Severus ne répondit pas. Il ne savait ni quoi dire ni comment réagir. Il avait essayé de cacher la rougeur qui couvrait ses joues, en tournant la tête. Il avait une chance – pas maintenant —mais il avait encore une chance. Il ouvrit la bouche pour dire quelque chose mais la referma rapidement.
Il ne voulait pas que Tyler lui explique pourquoi ils ne pouvaient pas être ensemble maintenant. Il les avait suffisamment entendues. Et il ne voulait pas compromettre ses chances pour le futur. Tyler pouvait revenir sur ses paroles. Le silence se prolongea. Severus avait besoin de dire quelque chose. Pour interrompre les pensées de Tyler. Ou pour arrêter les siennes. « Ce n'est qu'un problème de gosse, professeur. Et vous n'êtes pas intéressé par les enfants. »
« Je leur enseigne. Ou faisiez-vous référence à autre chose ? »
« Ca n'a pas d'importance. »
« Je ne suis pas d'accord. »
Un soupir douloureux. « Bien entendu que vous n'êtes pas d'accord. »
« Voulez-vous m'expliquer ce commentaire ? »
« Pas vraiment. »
Severus l'entendit remuer mais il refusa de tourner la tête pour voir si Tyler se levait pour partir. Il continua à observer le lac. « Je pense qu'il vaudrait mieux. »
« N'est-ce pas ce à quoi vous vous attendiez ? Une réponse puérile émanant d'un enfant ? »
L'homme à côté de lui ne répondit pas. Peut-être qu'enfin quelque chose se passerait comme il le voulait et que Tyler le laisserait tranquille.
« Je ne suis pas un enfant, vous savez. »
« Vous le croyez sincèrement ? »
« J'ai seize ans. »
Il entendit un doux rire. « Ce qui ne veut pas dire que vous pensez comme un adulte. »
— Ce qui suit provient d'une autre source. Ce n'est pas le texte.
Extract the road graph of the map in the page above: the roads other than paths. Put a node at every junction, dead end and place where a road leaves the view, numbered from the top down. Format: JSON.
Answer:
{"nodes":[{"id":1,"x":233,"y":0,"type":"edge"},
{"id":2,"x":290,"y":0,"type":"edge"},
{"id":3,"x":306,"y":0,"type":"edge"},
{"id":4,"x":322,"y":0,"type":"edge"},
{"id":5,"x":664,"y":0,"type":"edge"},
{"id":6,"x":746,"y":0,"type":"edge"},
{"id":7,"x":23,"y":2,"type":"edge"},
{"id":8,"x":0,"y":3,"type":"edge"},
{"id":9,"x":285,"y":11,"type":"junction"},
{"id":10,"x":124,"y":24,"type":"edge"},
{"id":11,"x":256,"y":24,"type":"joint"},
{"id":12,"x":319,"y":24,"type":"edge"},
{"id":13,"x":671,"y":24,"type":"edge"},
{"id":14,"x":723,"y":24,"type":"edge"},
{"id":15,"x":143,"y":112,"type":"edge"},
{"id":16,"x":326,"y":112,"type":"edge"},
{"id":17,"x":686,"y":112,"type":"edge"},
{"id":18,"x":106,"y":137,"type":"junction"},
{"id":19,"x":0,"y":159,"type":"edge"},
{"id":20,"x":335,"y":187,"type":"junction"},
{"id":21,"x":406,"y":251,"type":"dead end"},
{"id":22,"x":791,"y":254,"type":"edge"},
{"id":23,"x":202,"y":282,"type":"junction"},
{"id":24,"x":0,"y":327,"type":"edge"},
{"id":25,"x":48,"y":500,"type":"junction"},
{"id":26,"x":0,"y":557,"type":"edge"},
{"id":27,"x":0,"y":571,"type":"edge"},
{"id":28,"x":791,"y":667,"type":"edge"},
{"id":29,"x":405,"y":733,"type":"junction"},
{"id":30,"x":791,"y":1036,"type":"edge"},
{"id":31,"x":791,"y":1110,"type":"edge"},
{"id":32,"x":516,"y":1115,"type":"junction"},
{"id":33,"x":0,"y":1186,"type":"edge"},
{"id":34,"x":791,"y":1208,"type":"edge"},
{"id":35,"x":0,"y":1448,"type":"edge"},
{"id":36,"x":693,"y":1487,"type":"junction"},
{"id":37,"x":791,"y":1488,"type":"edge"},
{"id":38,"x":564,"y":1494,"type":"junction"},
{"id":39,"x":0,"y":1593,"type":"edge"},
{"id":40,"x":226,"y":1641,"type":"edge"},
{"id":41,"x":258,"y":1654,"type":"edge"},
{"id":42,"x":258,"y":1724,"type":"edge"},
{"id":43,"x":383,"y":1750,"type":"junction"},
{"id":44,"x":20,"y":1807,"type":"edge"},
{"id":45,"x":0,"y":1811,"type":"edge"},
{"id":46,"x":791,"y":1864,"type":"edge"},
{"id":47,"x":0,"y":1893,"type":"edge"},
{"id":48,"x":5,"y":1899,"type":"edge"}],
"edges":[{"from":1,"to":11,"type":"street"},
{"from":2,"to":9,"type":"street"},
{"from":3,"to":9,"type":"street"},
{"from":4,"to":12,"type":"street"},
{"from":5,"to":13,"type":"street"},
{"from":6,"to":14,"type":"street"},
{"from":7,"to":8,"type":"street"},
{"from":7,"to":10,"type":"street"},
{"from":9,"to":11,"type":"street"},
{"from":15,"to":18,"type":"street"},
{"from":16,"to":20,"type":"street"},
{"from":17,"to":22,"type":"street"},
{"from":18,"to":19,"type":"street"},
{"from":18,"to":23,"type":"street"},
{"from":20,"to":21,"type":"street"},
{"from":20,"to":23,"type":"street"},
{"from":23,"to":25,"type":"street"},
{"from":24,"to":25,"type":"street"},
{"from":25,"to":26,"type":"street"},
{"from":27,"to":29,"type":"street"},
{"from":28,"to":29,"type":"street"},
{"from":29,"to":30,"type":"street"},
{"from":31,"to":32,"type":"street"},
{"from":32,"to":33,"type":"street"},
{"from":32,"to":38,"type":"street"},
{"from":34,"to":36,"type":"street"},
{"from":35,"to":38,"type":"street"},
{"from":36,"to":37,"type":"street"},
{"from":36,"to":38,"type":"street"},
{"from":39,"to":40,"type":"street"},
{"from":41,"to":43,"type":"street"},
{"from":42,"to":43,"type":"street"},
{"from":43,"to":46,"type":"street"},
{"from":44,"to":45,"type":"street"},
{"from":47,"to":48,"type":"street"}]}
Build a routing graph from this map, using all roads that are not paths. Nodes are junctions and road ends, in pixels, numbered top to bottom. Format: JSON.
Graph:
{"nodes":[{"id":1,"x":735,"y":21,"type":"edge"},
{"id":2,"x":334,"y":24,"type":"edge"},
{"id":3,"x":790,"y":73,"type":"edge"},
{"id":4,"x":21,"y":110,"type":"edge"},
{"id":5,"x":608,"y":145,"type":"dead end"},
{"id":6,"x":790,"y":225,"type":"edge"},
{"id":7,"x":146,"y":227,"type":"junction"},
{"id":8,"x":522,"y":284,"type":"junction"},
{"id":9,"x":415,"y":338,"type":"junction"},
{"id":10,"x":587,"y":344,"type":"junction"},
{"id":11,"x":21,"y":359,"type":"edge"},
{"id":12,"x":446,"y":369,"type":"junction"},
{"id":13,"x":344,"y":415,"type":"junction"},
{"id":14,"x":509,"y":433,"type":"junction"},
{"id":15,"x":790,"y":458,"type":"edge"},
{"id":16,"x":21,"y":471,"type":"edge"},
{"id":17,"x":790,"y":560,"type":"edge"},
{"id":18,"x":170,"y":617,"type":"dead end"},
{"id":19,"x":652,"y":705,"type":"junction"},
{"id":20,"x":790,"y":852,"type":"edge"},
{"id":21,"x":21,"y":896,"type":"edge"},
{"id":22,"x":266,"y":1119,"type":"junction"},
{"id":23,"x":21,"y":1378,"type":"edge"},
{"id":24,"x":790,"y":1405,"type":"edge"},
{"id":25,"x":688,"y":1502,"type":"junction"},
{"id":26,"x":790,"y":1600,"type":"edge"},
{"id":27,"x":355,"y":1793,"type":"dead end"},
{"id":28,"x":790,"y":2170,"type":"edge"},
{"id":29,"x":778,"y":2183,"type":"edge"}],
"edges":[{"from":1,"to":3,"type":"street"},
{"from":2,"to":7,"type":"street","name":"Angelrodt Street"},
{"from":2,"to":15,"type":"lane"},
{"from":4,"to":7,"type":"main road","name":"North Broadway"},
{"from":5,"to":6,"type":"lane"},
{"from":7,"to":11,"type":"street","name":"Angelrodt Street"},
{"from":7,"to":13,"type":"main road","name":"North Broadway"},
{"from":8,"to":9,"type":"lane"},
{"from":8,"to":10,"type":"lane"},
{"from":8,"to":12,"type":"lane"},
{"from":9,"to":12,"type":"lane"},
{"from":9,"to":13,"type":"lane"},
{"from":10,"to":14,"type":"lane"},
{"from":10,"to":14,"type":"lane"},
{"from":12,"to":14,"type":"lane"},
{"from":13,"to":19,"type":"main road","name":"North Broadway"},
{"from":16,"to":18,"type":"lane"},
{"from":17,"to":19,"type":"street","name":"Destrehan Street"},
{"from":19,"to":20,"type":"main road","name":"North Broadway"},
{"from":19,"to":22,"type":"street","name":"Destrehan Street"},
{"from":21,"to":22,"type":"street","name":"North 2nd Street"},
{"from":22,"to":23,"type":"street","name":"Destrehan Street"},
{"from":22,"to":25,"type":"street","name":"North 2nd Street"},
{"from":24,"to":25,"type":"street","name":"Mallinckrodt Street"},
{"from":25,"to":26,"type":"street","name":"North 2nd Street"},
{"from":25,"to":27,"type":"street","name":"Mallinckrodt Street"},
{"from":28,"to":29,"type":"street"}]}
« Ce n'est pas vrai. Je pense comme un adulte. J'ai pris des décisions d'adulte, non ? »
« Que considérez-vous comme une décision d'adulte ? Devenir un mangemort ? »
Il acquiesça. C'était une décision qu'il avait prise seul, même s'il avait eu l'aide de Lucius.
« Ce n'était pas une décision d'adulte. C'était une décision stupide. » Severus pouvait pratiquement entendre le dédain dégouliner des mots.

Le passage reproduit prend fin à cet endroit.